Our experience of suo motu has run a similar trajectory.

Non-lawyers are often surprised to learn nothing in the Constitution explicitly authorises the suo motu jurisdiction. Indeed, for the first two decades after the 1973 Constitution, the apex court took no suo motu notice.

When the Supreme Court framed the Supreme Court Rules in 1980 — it described, in detail, the various jurisdictions of the Court. It even spelt out how its jurisdiction under Article 184 (3) of the Constitution (under which suo motu is now justified) should be invoked.

But suo motu was not mentioned at all. Seemingly, judges in 1980 did not even realise they had such a jurisdiction.

The first examples of the Supreme Court acting on its own emerge in the early nineties. It was an innovation by the court, later justified through judgements creatively interpreting Article 184 (3) of the Constitution. It was meant to free the court from the shackles of legal procedure and permit direct intervention where the fundamental rights of citizens were being transgressed, but they were unable, due to lack of awareness or resources, to approach the courts.

But regardless of good intentions, suo motu actions are now often criticised as forsaking the certain shores of law for the uncertain tides of “equity” and “conscience”. For reasons understood easily, suo motu orders are statistically likelier to veer into the realm of policy-making, to bypass due process and past precedents, and be accompanied by unusually unrestrained observations.

Suo motu cases are usually initiated by the Chief Justice. Naturally, he does so after forming an opinion that something is so seriously wrong that the apex court should directly interfere. At the hearing itself, therefore, it is hard for him to bring the same calm, disinterested legal detachment as he does to cases randomly fixed before him.

This has created a perception, as Selden presciently predicted five hundred years ago, that the measure of suo motu, too, varies with the size of the Chief Justice’s foot. One chief justice is convinced the court must regulate sugar prices. Another is equally convinced it is none of the court’s business.
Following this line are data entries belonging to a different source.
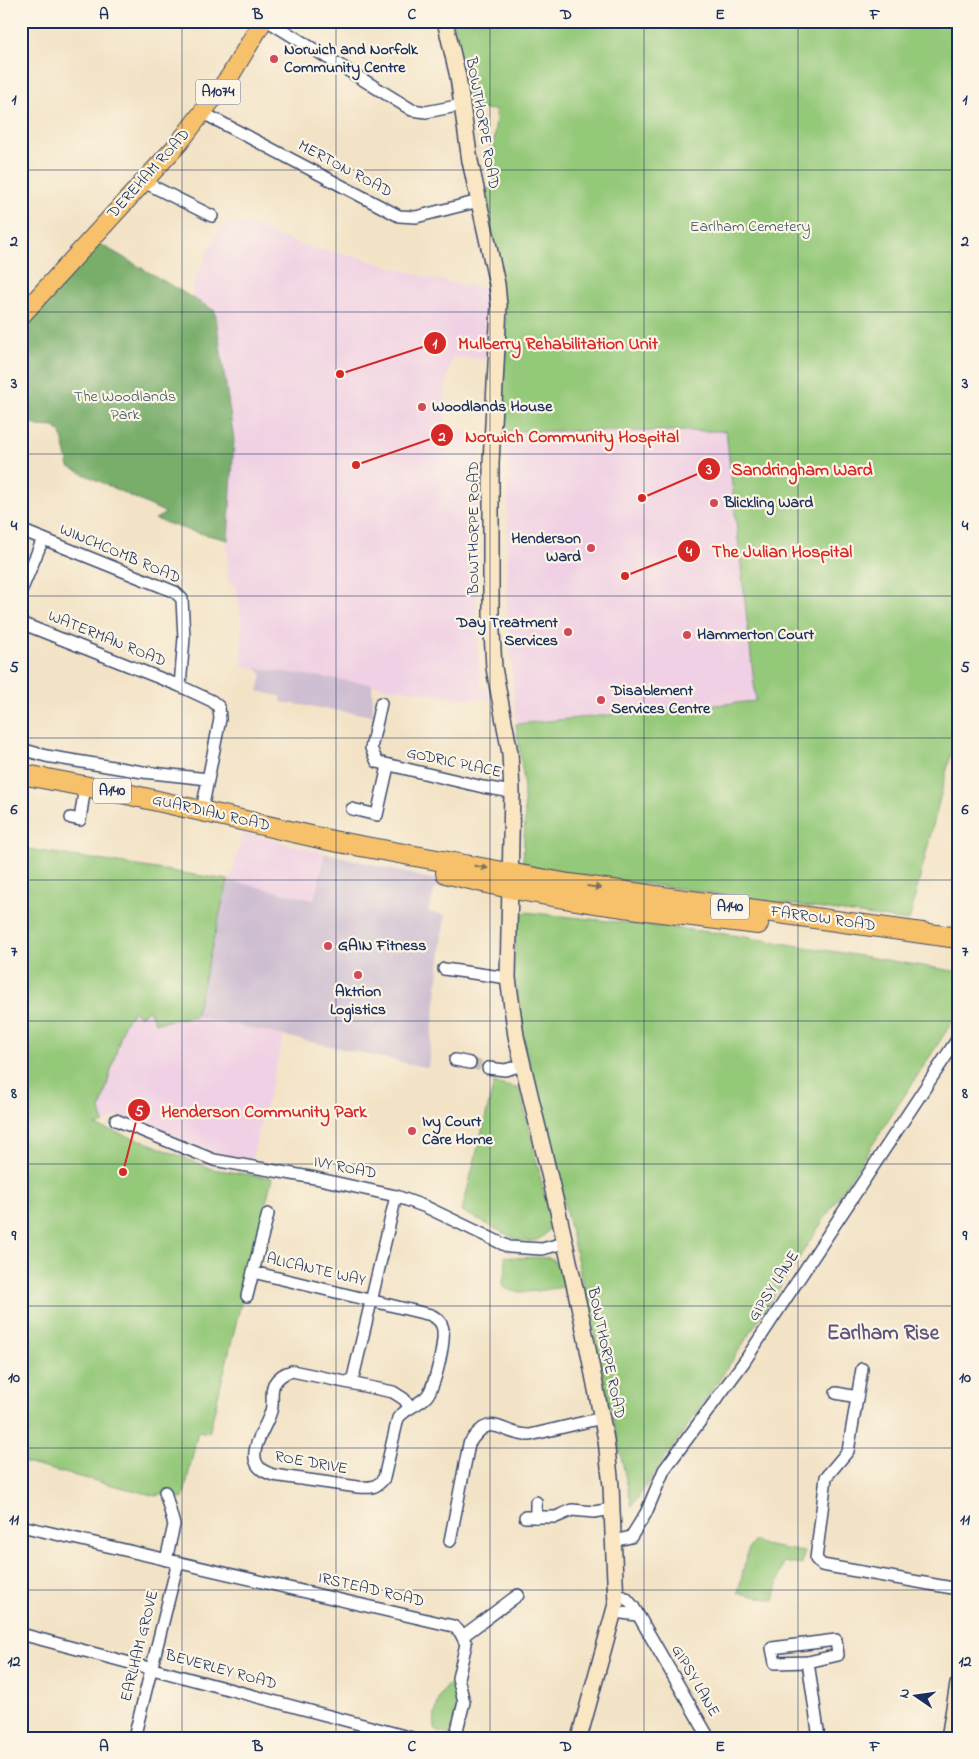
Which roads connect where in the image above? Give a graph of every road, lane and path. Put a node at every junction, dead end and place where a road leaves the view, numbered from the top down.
1 (263, 21) edge
2 (268, 21) edge
3 (445, 21) edge
4 (462, 105) junction
5 (203, 113) junction
6 (144, 182) junction
7 (479, 202) junction
8 (212, 216) dead end
9 (21, 316) edge
10 (21, 530) edge
11 (43, 539) junction
12 (21, 591) edge
13 (21, 623) edge
14 (180, 686) junction
15 (381, 703) dead end
16 (21, 750) edge
17 (388, 766) junction
18 (21, 774) edge
19 (208, 779) junction
20 (86, 786) junction
21 (512, 792) junction
22 (352, 809) dead end
23 (202, 810) junction
24 (81, 820) dead end
25 (510, 881) junction
26 (958, 938) edge
27 (958, 951) edge
28 (444, 969) dead end
29 (508, 978) junction
30 (958, 1038) edge
31 (455, 1060) dead end
32 (470, 1063) tunnel mouth
33 (524, 1065) junction
34 (488, 1068) tunnel mouth
35 (116, 1120) dead end
36 (396, 1196) junction
37 (268, 1214) dead end
38 (564, 1243) junction
39 (253, 1272) junction
40 (247, 1296) dead end
41 (371, 1300) junction
42 (862, 1369) dead end
43 (352, 1382) junction
44 (836, 1393) dead end
45 (857, 1397) junction
46 (410, 1408) junction
47 (602, 1418) junction
48 (165, 1492) dead end
49 (536, 1502) dead end
50 (612, 1509) junction
51 (21, 1526) edge
52 (450, 1541) dead end
53 (613, 1541) junction
54 (166, 1560) junction
55 (178, 1562) junction
56 (958, 1589) edge
57 (616, 1594) junction
58 (518, 1595) dead end
59 (615, 1612) junction
60 (637, 1614) junction
61 (21, 1634) edge
62 (463, 1636) junction
63 (808, 1662) junction
64 (152, 1668) junction
65 (958, 1684) edge
66 (134, 1738) edge
67 (412, 1738) edge
68 (455, 1738) edge
69 (579, 1738) edge
70 (709, 1738) edge
71 (819, 1738) edge
72 (948, 1738) edge

1 - 5 main road, DEREHAM ROAD / A1074
2 - 4 street
3 - 4 street, BOWTHORPE ROAD
4 - 7 street, BOWTHORPE ROAD
5 - 6 main road, DEREHAM ROAD / A1074
5 - 7 street, MERTON ROAD
6 - 8 street
6 - 9 main road, DEREHAM ROAD / A1074
7 - 21 street, BOWTHORPE ROAD
10 - 11 street, WINCHCOMB ROAD
11 - 12 street
11 - 14 street, WINCHCOMB ROAD
13 - 14 street, WATERMAN ROAD
14 - 19 street
15 - 17 street, GODRIC PLACE
16 - 19 street, GUARDIAN ROAD
17 - 21 street, GODRIC PLACE
17 - 22 street, GODRIC PLACE
18 - 20 highway, GUARDIAN ROAD / A140
19 - 23 street
20 - 23 highway, GUARDIAN ROAD / A140
20 - 24 street
21 - 25 street, BOWTHORPE ROAD
23 - 25 highway, GUARDIAN ROAD / A140
25 -> 26 highway, FARROW ROAD / A140
25 - 27 highway, FARROW ROAD / A140
25 - 29 street, BOWTHORPE ROAD
28 - 29 street
29 - 33 street, BOWTHORPE ROAD
30 - 53 street, GIPSY LANE
31 - 32 street
33 - 34 street
33 - 38 street, BOWTHORPE ROAD
35 - 36 street, IVY ROAD
36 - 38 street, IVY ROAD
36 - 41 street
37 - 39 street, ALICANTE WAY
38 - 47 street, BOWTHORPE ROAD
39 - 40 street, ALICANTE WAY
39 - 41 street, ALICANTE WAY
41 - 43 street
41 - 46 street, ALICANTE WAY
42 - 45 street
43 - 46 street, ROE DRIVE
43 - 46 street, ROE DRIVE
44 - 45 street
45 - 56 street
47 - 50 street, BOWTHORPE ROAD
47 - 52 street
48 - 54 street
49 - 50 street
50 - 53 street, BOWTHORPE ROAD
51 - 54 street, IRSTEAD ROAD
53 - 57 street, BOWTHORPE ROAD
54 - 55 street, IRSTEAD ROAD
55 - 62 street, IRSTEAD ROAD
55 - 64 street, EARLHAM GROVE
57 - 59 street, BOWTHORPE ROAD
57 - 60 street, GIPSY LANE
58 - 62 street
59 - 60 street
59 - 69 street, BOWTHORPE ROAD
60 - 70 street, GIPSY LANE
61 - 64 street, BEVERLEY ROAD
62 - 68 street
63 - 63 street
63 - 71 street
64 - 66 street, EARLHAM GROVE
64 - 67 street, BEVERLEY ROAD
65 - 72 street

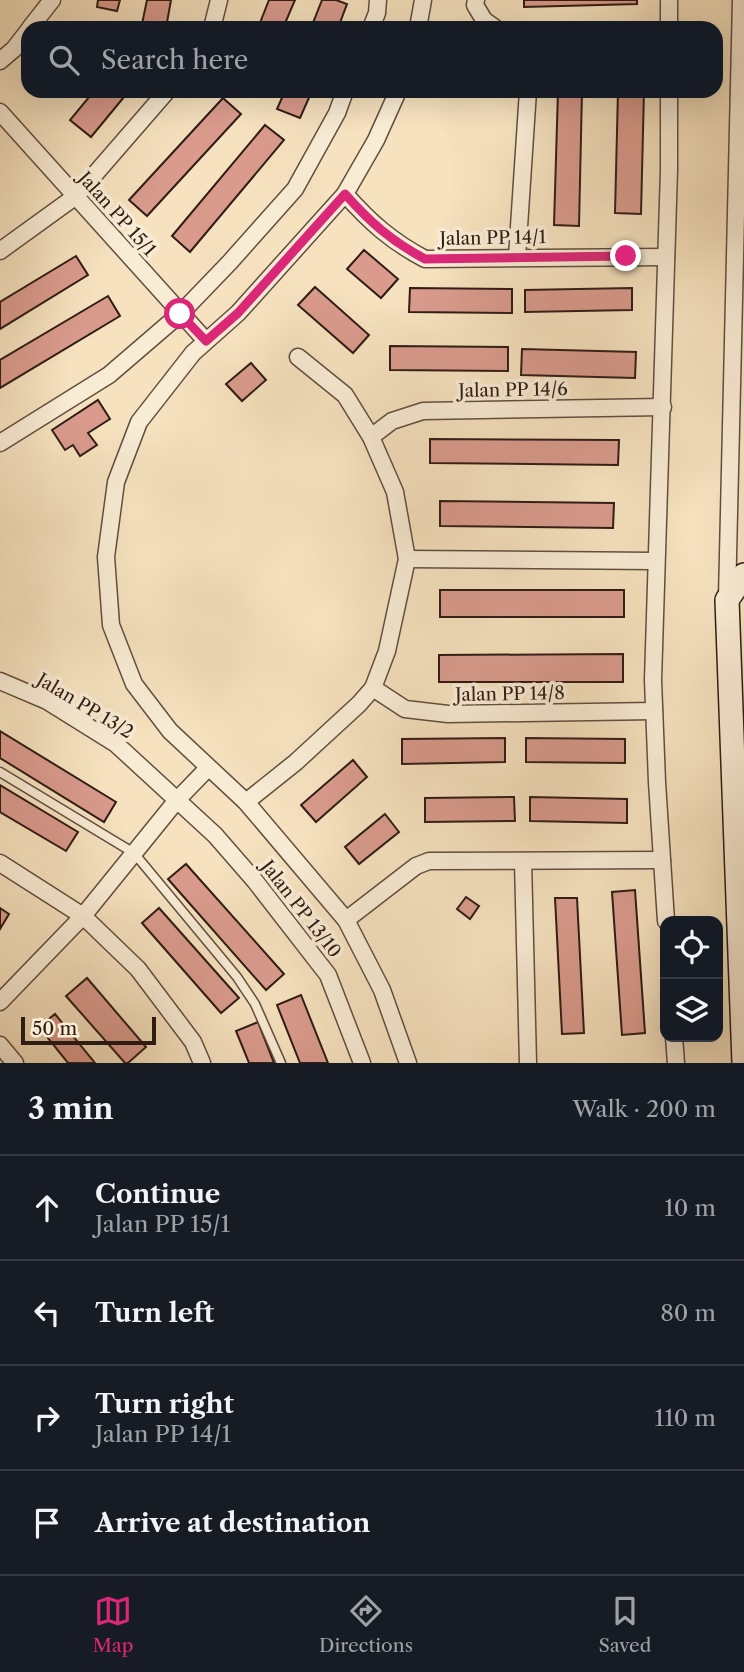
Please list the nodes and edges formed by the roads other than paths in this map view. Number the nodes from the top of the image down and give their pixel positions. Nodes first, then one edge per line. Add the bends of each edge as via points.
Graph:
1 (52, 0) edge
2 (219, 0) edge
3 (378, 0) edge
4 (423, 0) edge
5 (475, 0) edge
6 (669, 0) edge
7 (741, 0) edge
8 (35, 21) edge
9 (214, 21) edge
10 (374, 21) edge
11 (419, 21) edge
12 (485, 21) edge
13 (669, 21) edge
14 (21, 40) edge
15 (0, 61) edge
16 (161, 98) edge
17 (342, 98) edge
18 (395, 98) edge
19 (528, 98) edge
20 (669, 98) edge
21 (0, 112) edge
22 (345, 194) junction
23 (76, 196) junction
24 (0, 251) edge
25 (517, 257) junction
26 (666, 257) junction
27 (180, 314) junction
28 (206, 341) junction
29 (298, 357) dead end
30 (663, 407) junction
31 (371, 437) junction
32 (0, 443) edge
33 (407, 559) junction
34 (655, 561) junction
35 (744, 575) edge
36 (727, 600) junction
37 (0, 681) edge
38 (373, 688) junction
39 (654, 711) junction
40 (738, 759) edge
41 (208, 768) junction
42 (0, 772) edge
43 (177, 800) junction
44 (246, 802) junction
45 (134, 853) junction
46 (662, 860) junction
47 (523, 861) junction
48 (0, 863) edge
49 (83, 916) junction
50 (666, 916) edge
51 (346, 920) junction
52 (0, 1002) edge
53 (674, 1042) edge
54 (0, 1045) edge
55 (15, 1063) edge
56 (202, 1063) edge
57 (281, 1063) edge
58 (362, 1063) edge
59 (408, 1063) edge
60 (528, 1063) edge
61 (676, 1063) edge
62 (744, 1063) edge

1 - 8 street
2 - 9 street
3 - 10 street
4 - 11 street
5 - 12 street
6 - 13 street
7 - 36 street
14 - 15 street
16 - 23 street
17 - 27 street via 295,189
18 - 22 street
19 - 25 street
20 - 26 street
21 - 23 street, Jalan PP 15/1
22 - 25 street, Jalan PP 14/1 via 398,245 425,259
22 - 28 street via 238,313
23 - 24 street
23 - 27 street, Jalan PP 15/1
25 - 26 street, Jalan PP 14/1
26 - 30 street
27 - 28 street, Jalan PP 15/1
27 - 32 street via 109,375
28 - 41 street via 139,422 116,482 106,557 111,625 134,684 170,731
29 - 31 street via 345,394
30 - 31 street, Jalan PP 14/6 via 423,411 392,421
30 - 34 street
31 - 33 street via 395,492
33 - 34 street
33 - 38 street via 387,651
34 - 39 street
35 - 36 street
36 - 40 street
37 - 43 street, Jalan PP 13/2 via 47,701 116,744
38 - 39 street, Jalan PP 14/8 via 405,709 448,714
38 - 44 street via 296,762
39 - 46 street
40 - 62 street
41 - 43 street
41 - 44 street
42 - 45 lane
43 - 45 street
43 - 58 street, Jalan PP 13/10 via 231,853 328,975
44 - 51 street
45 - 49 street
45 - 57 lane via 237,977 260,1014
46 - 47 street
46 - 50 street
47 - 51 street via 429,861
47 - 60 street
48 - 49 street
49 - 52 street
49 - 56 street via 138,969 193,1042
51 - 59 street via 382,990
53 - 61 street
54 - 55 street

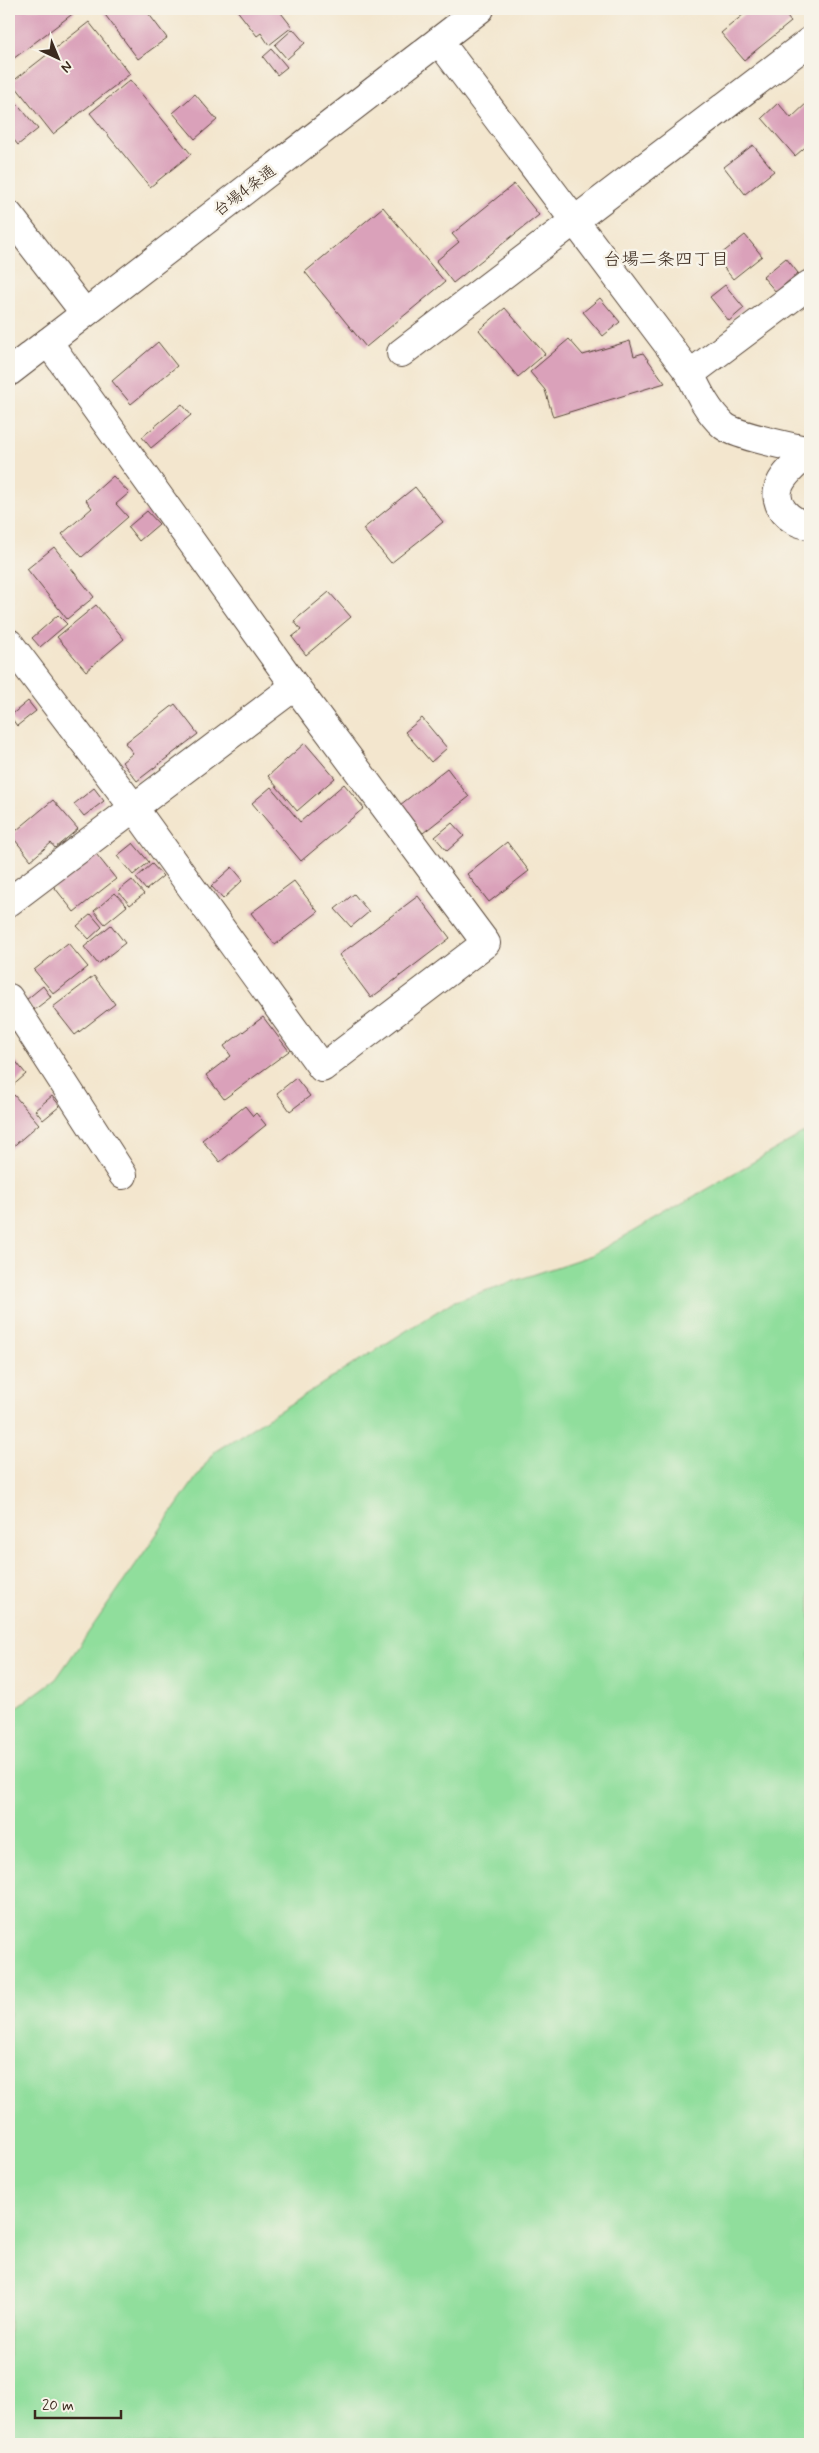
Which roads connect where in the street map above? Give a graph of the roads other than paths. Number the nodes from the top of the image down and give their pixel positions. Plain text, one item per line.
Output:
1 (480, 9) edge
2 (439, 40) junction
3 (810, 41) edge
4 (9, 215) edge
5 (577, 221) junction
6 (810, 284) edge
7 (84, 312) junction
8 (48, 342) junction
9 (401, 354) dead end
10 (9, 372) edge
11 (690, 374) junction
12 (810, 452) edge
13 (810, 525) edge
14 (9, 643) edge
15 (295, 686) junction
16 (134, 808) junction
17 (9, 902) edge
18 (9, 998) edge
19 (124, 1175) dead end

1 - 2 main road, 台場4条通
2 - 5 main road
2 - 7 main road, 台場4条通
3 - 5 main road
4 - 7 main road
5 - 9 main road
5 - 11 main road
6 - 11 main road
7 - 8 main road, 台場4条通
8 - 10 main road, 台場4条通
8 - 15 main road
11 - 12 main road
12 - 13 main road
14 - 16 main road
15 - 16 main road
15 - 16 main road
16 - 17 main road
18 - 19 main road

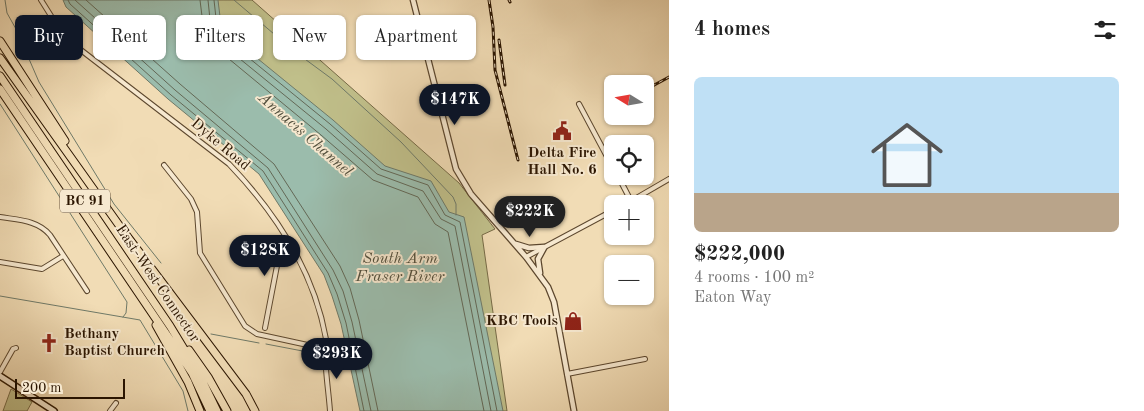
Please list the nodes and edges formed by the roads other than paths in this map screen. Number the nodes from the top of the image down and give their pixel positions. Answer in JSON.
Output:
{"nodes":[{"id":1,"x":40,"y":0,"type":"edge"},
{"id":2,"x":413,"y":0,"type":"edge"},
{"id":3,"x":0,"y":41,"type":"edge"},
{"id":4,"x":0,"y":58,"type":"edge"},
{"id":5,"x":0,"y":76,"type":"edge"},
{"id":6,"x":0,"y":89,"type":"edge"},
{"id":7,"x":0,"y":94,"type":"edge"},
{"id":8,"x":580,"y":104,"type":"dead end"},
{"id":9,"x":29,"y":131,"type":"junction"},
{"id":10,"x":604,"y":150,"type":"edge"},
{"id":11,"x":164,"y":165,"type":"dead end"},
{"id":12,"x":85,"y":176,"type":"junction"},
{"id":13,"x":669,"y":179,"type":"edge"},
{"id":14,"x":641,"y":195,"type":"edge"},
{"id":15,"x":604,"y":215,"type":"edge"},
{"id":16,"x":0,"y":217,"type":"edge"},
{"id":17,"x":287,"y":238,"type":"junction"},
{"id":18,"x":514,"y":243,"type":"junction"},
{"id":19,"x":544,"y":248,"type":"junction"},
{"id":20,"x":63,"y":256,"type":"junction"},
{"id":21,"x":526,"y":257,"type":"junction"},
{"id":22,"x":0,"y":262,"type":"edge"},
{"id":23,"x":540,"y":274,"type":"junction"},
{"id":24,"x":87,"y":292,"type":"dead end"},
{"id":25,"x":150,"y":311,"type":"junction"},
{"id":26,"x":170,"y":326,"type":"junction"},
{"id":27,"x":265,"y":328,"type":"dead end"},
{"id":28,"x":16,"y":348,"type":"dead end"},
{"id":29,"x":326,"y":350,"type":"junction"},
{"id":30,"x":644,"y":359,"type":"dead end"},
{"id":31,"x":0,"y":372,"type":"edge"},
{"id":32,"x":567,"y":374,"type":"junction"},
{"id":33,"x":0,"y":376,"type":"edge"},
{"id":34,"x":116,"y":404,"type":"dead end"},
{"id":35,"x":54,"y":411,"type":"edge"},
{"id":36,"x":110,"y":411,"type":"edge"},
{"id":37,"x":200,"y":411,"type":"edge"},
{"id":38,"x":210,"y":411,"type":"edge"},
{"id":39,"x":217,"y":411,"type":"edge"},
{"id":40,"x":226,"y":411,"type":"edge"},
{"id":41,"x":255,"y":411,"type":"edge"},
{"id":42,"x":330,"y":411,"type":"edge"},
{"id":43,"x":574,"y":411,"type":"edge"}],
"edges":[{"from":1,"to":17,"type":"street","name":"Dyke Road"},
{"from":2,"to":18,"type":"street"},
{"from":3,"to":12,"type":"highway"},
{"from":4,"to":12,"type":"highway"},
{"from":5,"to":26,"type":"highway","name":"East-West Connector","number":"BC 91"},
{"from":6,"to":9,"type":"highway","number":"BC 91"},
{"from":7,"to":9,"type":"highway"},
{"from":8,"to":10,"type":"street"},
{"from":9,"to":25,"type":"highway","name":"East-West Connector","number":"BC 91"},
{"from":11,"to":29,"type":"street"},
{"from":12,"to":41,"type":"highway"},
{"from":13,"to":14,"type":"street"},
{"from":15,"to":19,"type":"street"},
{"from":16,"to":20,"type":"street"},
{"from":17,"to":27,"type":"street"},
{"from":17,"to":29,"type":"street","name":"Dyke Road"},
{"from":18,"to":19,"type":"street"},
{"from":18,"to":21,"type":"street"},
{"from":19,"to":21,"type":"street"},
{"from":19,"to":23,"type":"street"},
{"from":20,"to":22,"type":"street"},
{"from":20,"to":24,"type":"street"},
{"from":21,"to":23,"type":"street"},
{"from":23,"to":32,"type":"street"},
{"from":25,"to":37,"type":"highway"},
{"from":25,"to":38,"type":"highway","name":"East-West Connector","number":"BC 91"},
{"from":26,"to":39,"type":"highway","name":"East-West Connector","number":"BC 91"},
{"from":26,"to":40,"type":"highway"},
{"from":28,"to":31,"type":"street"},
{"from":29,"to":42,"type":"street","name":"Dyke Road"},
{"from":30,"to":32,"type":"street"},
{"from":32,"to":43,"type":"street"},
{"from":33,"to":35,"type":"main road"},
{"from":34,"to":36,"type":"street"}]}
One pursues, with great vigour, the building of dams. Another decides it is not dams that are needed, but railways and bridges. And since it is chief justices who constitute Supreme Court benches, it is not uncommon for them to include, in their own bench, judges of similar ideologies.

This does nothing to burnish the court’s reputation. The Constitution and the laws are the same. The people and their needs are the same. Then why these fluctuating positions?

The judicial ship of state must run a steady course, regardless of whose hand is on the tiller.

Judges of the Supreme Court must act, collectively and institutionally, to frame rules bringing greater consistency and transparency not only in the initiation of suo motu but also in composition of benches and assignment of cases.

Even the possibility of tinkering with composition of benches or assignment of cases to affect judicial outcomes must be eliminated. Such rules might provide, for example:

i) Any judge (including the Chief Justice) proposing suo motu notice of a matter must refer the same to a committee of three judges. Suo motu notice would only be taken if recommended by the committee. However, the proposing judge and members of the committee must recuse themselves from hearing the case.

ii) Supreme Court benches should be constituted — by the Chief Justice together with the next four senior judges — for a period of at least six months each. The nature and categories of cases to be fixed before different benches should be specified. Ideally, assignment of cases to specific benches should only need a computer algorithm working with fixed parameters.

Where a larger bench is needed, it should automatically include the requisite number of judges as per seniority.

The fear is that the longer the apex court delays self-regulation, the greater the risk of another — whether in mufti or in khaki — thrusting regulation upon them.